- _WHAT YOU ARE ASKED TO DO_: Lines in the listing below that include the word "main" need to be copied.

- _LISTED RECORDS_:
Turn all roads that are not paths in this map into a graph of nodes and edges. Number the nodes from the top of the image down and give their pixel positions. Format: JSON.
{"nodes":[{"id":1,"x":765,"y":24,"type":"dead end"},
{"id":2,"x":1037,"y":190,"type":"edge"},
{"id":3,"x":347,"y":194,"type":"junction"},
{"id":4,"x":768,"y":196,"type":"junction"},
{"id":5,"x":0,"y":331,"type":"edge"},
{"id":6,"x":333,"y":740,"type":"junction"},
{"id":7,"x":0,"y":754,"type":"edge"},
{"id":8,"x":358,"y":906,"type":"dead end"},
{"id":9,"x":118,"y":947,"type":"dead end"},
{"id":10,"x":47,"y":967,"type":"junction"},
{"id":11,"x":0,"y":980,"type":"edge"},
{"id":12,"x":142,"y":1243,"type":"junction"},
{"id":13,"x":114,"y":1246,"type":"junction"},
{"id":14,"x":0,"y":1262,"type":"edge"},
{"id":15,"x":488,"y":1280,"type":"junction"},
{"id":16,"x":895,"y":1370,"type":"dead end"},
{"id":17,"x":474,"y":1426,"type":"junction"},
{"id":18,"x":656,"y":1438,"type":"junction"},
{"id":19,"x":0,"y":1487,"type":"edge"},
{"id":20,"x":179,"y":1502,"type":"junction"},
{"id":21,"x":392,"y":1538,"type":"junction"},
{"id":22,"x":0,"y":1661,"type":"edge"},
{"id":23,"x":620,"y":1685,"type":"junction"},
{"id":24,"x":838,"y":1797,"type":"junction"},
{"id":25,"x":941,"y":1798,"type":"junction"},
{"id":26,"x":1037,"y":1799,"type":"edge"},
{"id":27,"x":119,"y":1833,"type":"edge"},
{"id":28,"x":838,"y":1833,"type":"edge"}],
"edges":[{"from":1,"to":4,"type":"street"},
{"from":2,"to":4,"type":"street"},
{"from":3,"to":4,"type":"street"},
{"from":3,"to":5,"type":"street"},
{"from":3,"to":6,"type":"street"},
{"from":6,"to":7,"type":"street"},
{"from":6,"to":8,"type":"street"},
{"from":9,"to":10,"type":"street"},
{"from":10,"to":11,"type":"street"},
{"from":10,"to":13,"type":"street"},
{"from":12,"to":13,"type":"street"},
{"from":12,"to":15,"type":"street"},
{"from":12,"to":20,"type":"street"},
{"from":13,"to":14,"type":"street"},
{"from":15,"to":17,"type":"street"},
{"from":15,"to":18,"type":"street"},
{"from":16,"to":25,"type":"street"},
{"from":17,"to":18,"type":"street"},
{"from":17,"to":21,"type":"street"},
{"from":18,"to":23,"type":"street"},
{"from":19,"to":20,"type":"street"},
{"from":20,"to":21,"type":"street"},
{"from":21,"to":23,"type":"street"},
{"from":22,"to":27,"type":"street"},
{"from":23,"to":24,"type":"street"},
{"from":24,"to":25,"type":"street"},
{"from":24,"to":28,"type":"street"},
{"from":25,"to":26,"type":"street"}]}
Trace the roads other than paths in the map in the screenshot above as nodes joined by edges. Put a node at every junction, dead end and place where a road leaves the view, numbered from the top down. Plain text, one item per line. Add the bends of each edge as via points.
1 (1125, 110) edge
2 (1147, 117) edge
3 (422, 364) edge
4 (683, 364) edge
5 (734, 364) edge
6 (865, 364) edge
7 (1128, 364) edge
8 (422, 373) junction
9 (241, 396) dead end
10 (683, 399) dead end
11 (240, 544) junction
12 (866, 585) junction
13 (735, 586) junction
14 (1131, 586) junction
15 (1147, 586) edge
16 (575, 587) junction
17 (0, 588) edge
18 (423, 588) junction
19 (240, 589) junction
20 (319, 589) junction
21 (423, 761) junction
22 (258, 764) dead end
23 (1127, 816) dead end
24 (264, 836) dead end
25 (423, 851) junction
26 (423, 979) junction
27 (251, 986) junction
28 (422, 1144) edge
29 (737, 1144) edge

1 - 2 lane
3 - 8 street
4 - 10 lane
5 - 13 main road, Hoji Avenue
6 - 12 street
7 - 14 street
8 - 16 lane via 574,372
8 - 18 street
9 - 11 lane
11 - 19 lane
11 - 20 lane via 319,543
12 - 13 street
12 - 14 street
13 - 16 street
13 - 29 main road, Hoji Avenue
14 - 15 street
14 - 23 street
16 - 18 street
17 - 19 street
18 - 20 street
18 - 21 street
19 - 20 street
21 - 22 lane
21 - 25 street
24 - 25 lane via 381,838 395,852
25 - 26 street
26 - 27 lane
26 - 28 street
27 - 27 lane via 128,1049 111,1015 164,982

- _ANSWER BELOW_:
5 - 13 main road, Hoji Avenue
13 - 29 main road, Hoji Avenue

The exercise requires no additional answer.